COUR D'APPEL DE LYON


1ère chambre civile B


ARRET DU 25 Avril 2023



APPELANTS :


M. [R] [V]

né le … … … à [Localité 7] (90)

[Adresse 11]

[Localité 12]


Représenté par Me Hervé RIEUSSEC de la SCP RIEUSSEC & ASSOCIES, avocat au barreau de LYON, toque : 548


M. [G] [V]

né le … … … à [… …] (…)

[… …]

[Localité 5]


Représenté par Me Hervé RIEUSSEC de la SCP RIEUSSEC & ASSOCIES, avocat au barreau de LYON, toque : 548


M. [P] [V]

né le … … … à [Localité 12] (01)

[Adresse 3]

[Localité 12]


Représenté par Me Hervé RIEUSSEC de la SCP RIEUSSEC & ASSOCIES, avocat au barreau de LYON, toque : 548


M. [Y] [V]

né le … … … à [Localité 12] (01)

[Adresse 3]

[Localité 12]


Représenté par Me Alban BARLET, avocat au barreau de LYON, toque : 1099


(bénéficie d'une aide juridictionnelle Totale numéro 69123/2/2021/017650 du 17/06/2022 accordée par le bureau d'aide juridictionnelle de LYON)


INTIMEE :


Mme [M] [X] veuAbe [V]

née le … … … à [Localité 9] (69)

[Adresse 4]

[Localité 12]


Représentée par Me Sylvain THOURET de la SCP D'AVOCATS CHAVRIER-MOUISSET- THOURET-TOURNE, avocat au barreau de LYON, toque : 732


* * * * * *


Date de clôture de l'instruction : 03 Mars 2022


Date des plaidoiries tenues en audience publique : 03 Janvier 2023


Date de mise à disposition : 28 mars 2023 prorogée au 25 Avril 2023, les avocats dûment avisés conformément au code de procédure civile



Composition de la Cour lors des débats et du délibéré :

- Olivier GOURSAUD, président

- Stéphanie LEMOINE, conseiller

- Bénédicte LECHARNY, conseiller


assistés pendant les débats de Elsa SANCHEZ, greffier


A l'audience, un membre de la cour a fait le rapport, conformément à l'article 804 du code de procédure civile🏛.

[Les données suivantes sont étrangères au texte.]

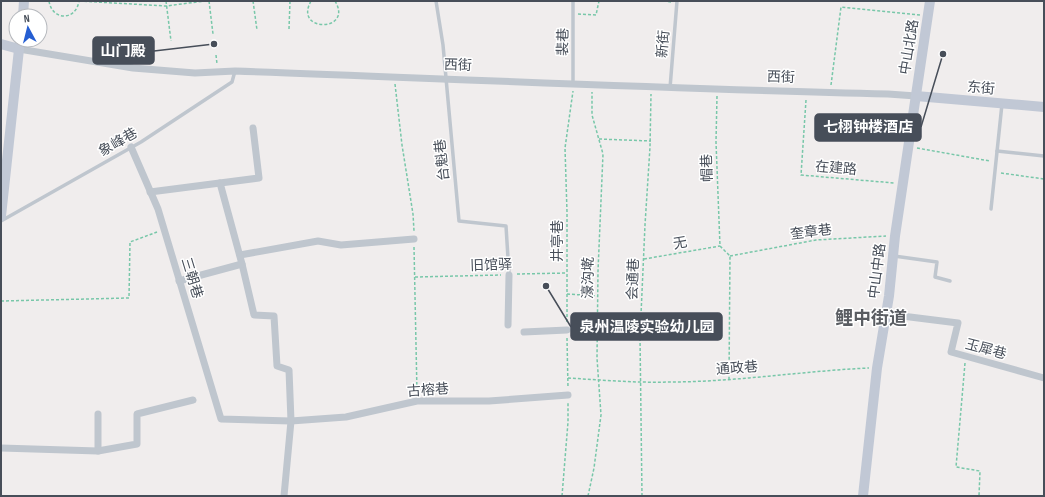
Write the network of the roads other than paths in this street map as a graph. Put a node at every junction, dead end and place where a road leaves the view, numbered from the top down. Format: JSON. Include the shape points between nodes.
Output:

Arrêt Contradictoire rendu publiquement par mise à disposition au greffe de la cour d'appel, les parties en ayant été préalablement avisées dans les conditions prévues à l'article 450 alinéa 2 du code de procédure civile🏛,


Signé par Olivier GOURSAUD, président, et par Elsa SANCHEZ, greffier, auquel la minute a été remise par le magistrat signataire.


* * * *



FAITS, PROCEDURE ET PRETENTIONS DES PARTIES


[U] [V], décédé le 31 janvier 2012, avait contracté mariage en 1995, avec adoption du régime de la séparation de biens avec [C] [E], décédée le 29 mars 1998. De cette union sont nés quatre enfants : [R], [G], [P] et [Y] [V].


Le 6 juillet 2001, [U] [V] a épousé en secondes noces Mme [X], avec adoption du régime de la séparation de bien. Aucun enfant n'est né de cette union.


Selon acte reçu le 24 juin 2005, [U] [V] a consenti à Mme [X] une donation de biens à venir, portant sur l'usufruit de l'intégralité de sa succession, avec clause d'exhérédation de ses droits légaux, que celle-ci a acceptée en qualité de donataire.


Cette donation a été annulée par jugement du tribunal de grande instance de Bourg-en-Bresse du 8 décembre 2016, confirmé par arrêt de la cour d'appel de Lyon du 13 mars 2018.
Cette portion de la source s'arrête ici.